The average of the magnetic field over a ball \( B \) with radius \( R \) is \begin{equation*} F_{ij\ \mathrm{av}} = \frac{1}{|B|} \int_{r \le R}\!\! dx\ F_{ij} \end{equation*} with \( |B| \) the volume of the ball. Hence, \begin{equation*} F_{ij\ \mathrm{av}} = \frac{1}{|B|} \int_{r \le R}\!\! dx\ \partial_i A_j - (i \leftrightarrow j) \end{equation*} In \( D \) dimensions, the potential is given by \begin{equation}\label{eq:20160302a} A(x) = \frac{1}{\mathcal{A}} \int \frac{J(y)}{|| x-y||^{D-2}} dy \end{equation} with \( \mathcal{A} \) the area of the sphere \( S^{D-1} \) with radius \( 1 \). Therefore \begin{align*} F_{ij\ \mathrm{av}} &= \frac{1}{\mathcal{A} |B|} \int\! dy\ J_j (y) \int_{r \le R}\!\! dx\ \dfrac{\partial}{\partial x_i} \frac{1}{|| x-y||^{D-2}}- (i \leftrightarrow j) \\ &= \frac{1}{\mathcal{A} |B|} \int\! dy\ J_j (y) \int_{r = R}\!\! dx\ \frac{\vec n(x) }{|| x-y||^{D-2}}- (i \leftrightarrow j) \\ \end{align*} with \( \vec n \) the unit vector perpendicular on the sphere pointing outwards.

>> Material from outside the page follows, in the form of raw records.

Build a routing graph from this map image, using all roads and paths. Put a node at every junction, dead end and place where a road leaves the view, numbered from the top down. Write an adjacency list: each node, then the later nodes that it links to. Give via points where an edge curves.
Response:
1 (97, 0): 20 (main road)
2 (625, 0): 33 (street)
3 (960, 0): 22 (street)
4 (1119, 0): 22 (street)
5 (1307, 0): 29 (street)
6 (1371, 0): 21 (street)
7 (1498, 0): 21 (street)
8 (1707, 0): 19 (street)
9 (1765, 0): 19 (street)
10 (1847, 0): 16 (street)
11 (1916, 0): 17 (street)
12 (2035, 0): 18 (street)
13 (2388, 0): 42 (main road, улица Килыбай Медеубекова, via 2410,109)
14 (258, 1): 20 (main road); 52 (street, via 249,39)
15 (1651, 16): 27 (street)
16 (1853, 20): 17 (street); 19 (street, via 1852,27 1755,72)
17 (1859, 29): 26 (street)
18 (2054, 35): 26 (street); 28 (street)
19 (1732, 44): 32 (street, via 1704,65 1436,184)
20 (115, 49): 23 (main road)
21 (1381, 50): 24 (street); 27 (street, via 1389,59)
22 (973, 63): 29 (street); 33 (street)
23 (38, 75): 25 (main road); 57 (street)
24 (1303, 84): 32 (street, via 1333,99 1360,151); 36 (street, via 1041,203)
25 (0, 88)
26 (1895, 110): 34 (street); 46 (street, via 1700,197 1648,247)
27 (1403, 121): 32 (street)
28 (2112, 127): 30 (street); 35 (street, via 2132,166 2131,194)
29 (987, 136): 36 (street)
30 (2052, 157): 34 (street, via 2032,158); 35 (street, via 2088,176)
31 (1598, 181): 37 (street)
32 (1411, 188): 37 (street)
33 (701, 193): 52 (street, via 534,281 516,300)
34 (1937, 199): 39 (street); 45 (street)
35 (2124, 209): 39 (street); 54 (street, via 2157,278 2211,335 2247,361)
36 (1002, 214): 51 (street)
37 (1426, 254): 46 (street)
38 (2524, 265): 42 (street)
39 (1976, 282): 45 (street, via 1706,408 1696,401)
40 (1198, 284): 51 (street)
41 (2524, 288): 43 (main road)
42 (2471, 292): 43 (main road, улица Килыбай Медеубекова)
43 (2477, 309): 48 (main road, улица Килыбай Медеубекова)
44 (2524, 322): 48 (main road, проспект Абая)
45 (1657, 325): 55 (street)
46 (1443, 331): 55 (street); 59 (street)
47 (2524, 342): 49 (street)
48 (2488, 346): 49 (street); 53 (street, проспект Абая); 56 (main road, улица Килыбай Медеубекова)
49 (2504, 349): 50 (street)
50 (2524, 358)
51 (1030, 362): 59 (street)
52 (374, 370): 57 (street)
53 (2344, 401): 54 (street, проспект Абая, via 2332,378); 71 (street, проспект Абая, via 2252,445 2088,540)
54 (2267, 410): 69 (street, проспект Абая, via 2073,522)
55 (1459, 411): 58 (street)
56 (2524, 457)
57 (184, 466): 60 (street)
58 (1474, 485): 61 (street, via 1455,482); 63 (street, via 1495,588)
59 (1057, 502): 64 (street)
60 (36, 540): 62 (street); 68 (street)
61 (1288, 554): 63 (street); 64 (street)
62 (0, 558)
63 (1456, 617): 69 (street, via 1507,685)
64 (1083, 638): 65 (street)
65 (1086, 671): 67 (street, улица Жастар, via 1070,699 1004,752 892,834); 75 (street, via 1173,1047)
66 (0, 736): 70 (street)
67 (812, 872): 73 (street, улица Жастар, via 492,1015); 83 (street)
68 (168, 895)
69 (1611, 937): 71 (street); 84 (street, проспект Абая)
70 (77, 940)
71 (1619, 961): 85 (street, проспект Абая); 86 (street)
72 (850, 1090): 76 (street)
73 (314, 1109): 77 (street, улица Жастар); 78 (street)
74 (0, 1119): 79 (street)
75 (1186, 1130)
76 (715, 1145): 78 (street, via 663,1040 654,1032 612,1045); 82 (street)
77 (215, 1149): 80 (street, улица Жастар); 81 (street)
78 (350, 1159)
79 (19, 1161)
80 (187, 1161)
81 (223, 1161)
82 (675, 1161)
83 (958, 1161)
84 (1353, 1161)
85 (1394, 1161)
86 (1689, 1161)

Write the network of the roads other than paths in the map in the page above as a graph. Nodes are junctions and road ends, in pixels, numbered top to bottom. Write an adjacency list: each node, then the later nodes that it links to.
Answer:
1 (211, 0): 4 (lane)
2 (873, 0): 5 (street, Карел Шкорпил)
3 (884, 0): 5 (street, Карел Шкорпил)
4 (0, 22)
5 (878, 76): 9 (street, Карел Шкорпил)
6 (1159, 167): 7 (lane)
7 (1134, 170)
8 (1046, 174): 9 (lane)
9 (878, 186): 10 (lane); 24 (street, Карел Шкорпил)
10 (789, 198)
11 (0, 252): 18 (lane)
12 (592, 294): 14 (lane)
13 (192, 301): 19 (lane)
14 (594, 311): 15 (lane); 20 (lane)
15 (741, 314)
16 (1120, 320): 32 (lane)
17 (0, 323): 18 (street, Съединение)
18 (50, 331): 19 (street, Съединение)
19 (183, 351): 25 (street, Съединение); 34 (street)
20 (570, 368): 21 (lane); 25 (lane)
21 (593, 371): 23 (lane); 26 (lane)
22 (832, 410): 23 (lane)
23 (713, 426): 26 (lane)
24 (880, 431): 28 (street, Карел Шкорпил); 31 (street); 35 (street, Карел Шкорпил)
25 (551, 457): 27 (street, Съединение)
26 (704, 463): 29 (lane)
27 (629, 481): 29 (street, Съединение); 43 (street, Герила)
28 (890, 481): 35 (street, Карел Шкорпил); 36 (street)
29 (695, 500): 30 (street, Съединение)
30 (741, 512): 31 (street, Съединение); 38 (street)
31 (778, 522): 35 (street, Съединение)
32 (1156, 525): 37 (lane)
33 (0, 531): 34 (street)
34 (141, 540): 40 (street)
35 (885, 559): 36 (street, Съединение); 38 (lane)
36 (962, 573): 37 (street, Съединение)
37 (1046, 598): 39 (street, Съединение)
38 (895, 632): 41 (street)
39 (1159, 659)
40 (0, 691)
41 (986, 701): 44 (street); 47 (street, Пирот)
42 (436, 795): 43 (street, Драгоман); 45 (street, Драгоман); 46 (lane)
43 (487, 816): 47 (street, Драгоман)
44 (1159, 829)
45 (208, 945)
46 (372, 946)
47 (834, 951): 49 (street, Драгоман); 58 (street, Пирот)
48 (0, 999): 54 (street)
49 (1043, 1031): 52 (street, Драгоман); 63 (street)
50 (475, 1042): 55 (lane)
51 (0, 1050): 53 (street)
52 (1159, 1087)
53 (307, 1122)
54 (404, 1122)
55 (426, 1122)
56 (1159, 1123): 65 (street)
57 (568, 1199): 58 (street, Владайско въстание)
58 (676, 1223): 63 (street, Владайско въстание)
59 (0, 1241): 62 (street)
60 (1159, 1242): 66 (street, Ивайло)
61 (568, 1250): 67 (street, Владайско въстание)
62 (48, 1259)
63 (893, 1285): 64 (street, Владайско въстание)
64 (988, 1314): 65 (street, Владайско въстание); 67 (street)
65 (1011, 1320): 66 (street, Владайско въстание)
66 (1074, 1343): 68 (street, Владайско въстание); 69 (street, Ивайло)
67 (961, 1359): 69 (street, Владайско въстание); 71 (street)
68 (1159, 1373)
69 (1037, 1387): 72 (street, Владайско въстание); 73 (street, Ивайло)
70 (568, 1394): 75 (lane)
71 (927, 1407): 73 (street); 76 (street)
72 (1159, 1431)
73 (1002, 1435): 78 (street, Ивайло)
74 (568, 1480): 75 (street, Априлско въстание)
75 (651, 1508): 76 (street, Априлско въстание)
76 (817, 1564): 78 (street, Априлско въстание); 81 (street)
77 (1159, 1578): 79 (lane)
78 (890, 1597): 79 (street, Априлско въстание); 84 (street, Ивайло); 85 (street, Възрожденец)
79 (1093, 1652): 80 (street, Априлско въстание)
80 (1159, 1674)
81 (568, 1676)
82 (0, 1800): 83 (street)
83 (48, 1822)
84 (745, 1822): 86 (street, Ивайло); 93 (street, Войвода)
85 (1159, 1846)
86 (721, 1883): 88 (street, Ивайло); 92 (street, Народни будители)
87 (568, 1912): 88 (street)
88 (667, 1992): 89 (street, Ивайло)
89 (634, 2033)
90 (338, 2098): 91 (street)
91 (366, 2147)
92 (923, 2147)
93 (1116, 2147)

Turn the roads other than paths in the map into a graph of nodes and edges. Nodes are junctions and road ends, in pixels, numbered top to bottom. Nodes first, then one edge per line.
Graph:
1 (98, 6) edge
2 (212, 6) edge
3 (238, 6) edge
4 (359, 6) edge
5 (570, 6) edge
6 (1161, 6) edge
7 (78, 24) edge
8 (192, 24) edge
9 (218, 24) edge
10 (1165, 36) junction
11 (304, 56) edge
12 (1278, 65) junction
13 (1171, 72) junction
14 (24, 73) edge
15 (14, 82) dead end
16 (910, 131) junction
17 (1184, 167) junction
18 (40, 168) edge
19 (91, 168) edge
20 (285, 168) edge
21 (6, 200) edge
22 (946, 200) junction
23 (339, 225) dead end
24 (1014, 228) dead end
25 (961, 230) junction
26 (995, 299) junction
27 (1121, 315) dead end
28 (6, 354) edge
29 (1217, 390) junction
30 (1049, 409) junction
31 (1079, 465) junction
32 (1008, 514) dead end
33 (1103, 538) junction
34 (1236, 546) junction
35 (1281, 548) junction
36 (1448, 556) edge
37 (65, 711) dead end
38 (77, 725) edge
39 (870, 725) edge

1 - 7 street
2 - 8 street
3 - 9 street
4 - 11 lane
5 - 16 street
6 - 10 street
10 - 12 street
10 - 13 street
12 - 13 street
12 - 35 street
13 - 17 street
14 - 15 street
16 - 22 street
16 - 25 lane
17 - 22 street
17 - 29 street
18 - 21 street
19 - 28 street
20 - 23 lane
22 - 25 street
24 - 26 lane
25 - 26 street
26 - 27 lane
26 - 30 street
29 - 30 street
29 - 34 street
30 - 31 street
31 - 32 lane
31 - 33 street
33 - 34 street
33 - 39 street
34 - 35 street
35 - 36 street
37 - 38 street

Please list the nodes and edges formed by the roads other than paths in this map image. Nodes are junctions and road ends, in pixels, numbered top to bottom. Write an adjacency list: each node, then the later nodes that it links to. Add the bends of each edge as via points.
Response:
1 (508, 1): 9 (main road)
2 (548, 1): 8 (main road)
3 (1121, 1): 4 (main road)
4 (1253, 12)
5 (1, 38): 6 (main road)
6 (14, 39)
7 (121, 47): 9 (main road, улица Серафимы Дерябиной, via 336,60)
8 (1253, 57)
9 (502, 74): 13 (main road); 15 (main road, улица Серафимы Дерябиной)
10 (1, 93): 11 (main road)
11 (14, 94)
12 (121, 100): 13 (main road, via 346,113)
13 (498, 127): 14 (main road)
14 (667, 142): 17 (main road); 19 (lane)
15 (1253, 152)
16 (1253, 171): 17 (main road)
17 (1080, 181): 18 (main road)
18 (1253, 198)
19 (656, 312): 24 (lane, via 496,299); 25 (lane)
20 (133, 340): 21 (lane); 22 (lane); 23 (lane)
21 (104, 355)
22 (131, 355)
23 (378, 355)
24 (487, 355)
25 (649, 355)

I calculated the latter integral in a previous blog post \begin{equation}\label{eq:20160302b} \int_{r = R} dx\ \frac{\vec n(x)}{|| y - x ||^{D-2} } = \begin{cases}\dfrac{D-2}{D} \mathcal{A} y &\text{if }\quad ||y||\le R \\[5mm] \dfrac{D-2}{D} \mathcal{A} \dfrac{y R^D}{|| y ||^D}&\text{if }\quad ||y||\ge R \\ \end{cases} \end{equation}

__Case 1: suppose all current is inside the ball with radius \( R \)__

Then \( ||y || \le R \) for all \( y \) and therefore \begin{equation*} F_{ij\ \mathrm{av}} = \frac{1}{\mathcal{A} |B|} \int\! dy\ J_j (y) \dfrac{D-2}{D} \mathcal{A} y_i - (i \leftrightarrow j) = \dfrac{D-2}{D} \frac{2}{|B|} M_{ij} \end{equation*} with the magnetic moment defined as \begin{equation*} M_{ij} = \int dx\ x_i J_j \end{equation*}

__Case 2: suppose all current is outside the ball with radius \( R \)__

Then \( ||y || \ge R \) for all \( y \) and therefore \begin{equation*} F_{ij\ \mathrm{av}} =\frac{1}{\mathcal{A} |B|} \int\! dy\ J_j (y) \dfrac{D-2}{D} \mathcal{A} \dfrac{y_i\ R^D}{|| y ||^D}- (i \leftrightarrow j) \end{equation*} The Biot-Savart law in \( D \) dimensions is \begin{equation*} F_{ij}(x) = \frac{1}{\mathcal{A}} \int\! dy\ J_j (y) \frac{(-)(D-2)}{|| x-y||^D} (x_i - y_i) - (i \leftrightarrow j) \end{equation*} thus \begin{equation*} F_{ij}(0) = \frac{D-2}{\mathcal{A}} \int\! dy\ \frac{y_i J_j (y)}{||y||^D} - (i \leftrightarrow j) \end{equation*} thus \begin{equation*} F_{ij\ \mathrm{av}} = \frac{1}{|B|} \frac{\mathcal{A}}{D} F_{ij}(0) R^D \end{equation*} and finally \begin{equation*} F_{ij\ \mathrm{av}} = F_{ij}(0) \end{equation*} All in all the result is thus \begin{equation}\label{eq:20160302c} F_{ij\ \mathrm{av}} = \begin{cases}\dfrac{D-2}{D} \dfrac{2}{|B|} M_{ij}&\text{if all current is inside the ball} \\[5mm] F_{ij}(0) &\text{if all current is outside the ball} \\ \end{cases} \end{equation}

__Remarks__

This calculation does not provide much insight. I think there should be a quicker way to obtain the short final result. What I do not like is that on the one hand, I use an explicit solution \eqref{eq:20160302a} of Maxwell's equation, and on the other hand, I calculate the integral \eqref{eq:20160302b} by solving a partial differential equation which is quite similar to Maxwell's equations (see previous blog post). I think that it should be possible to obtain the result \eqref{eq:20160302c} only using Maxwell's equations, not using explicit solutions of Maxwell's equations and messy integrals. Please leave a comment if you know a shorter method to obtain \eqref{eq:20160302c}.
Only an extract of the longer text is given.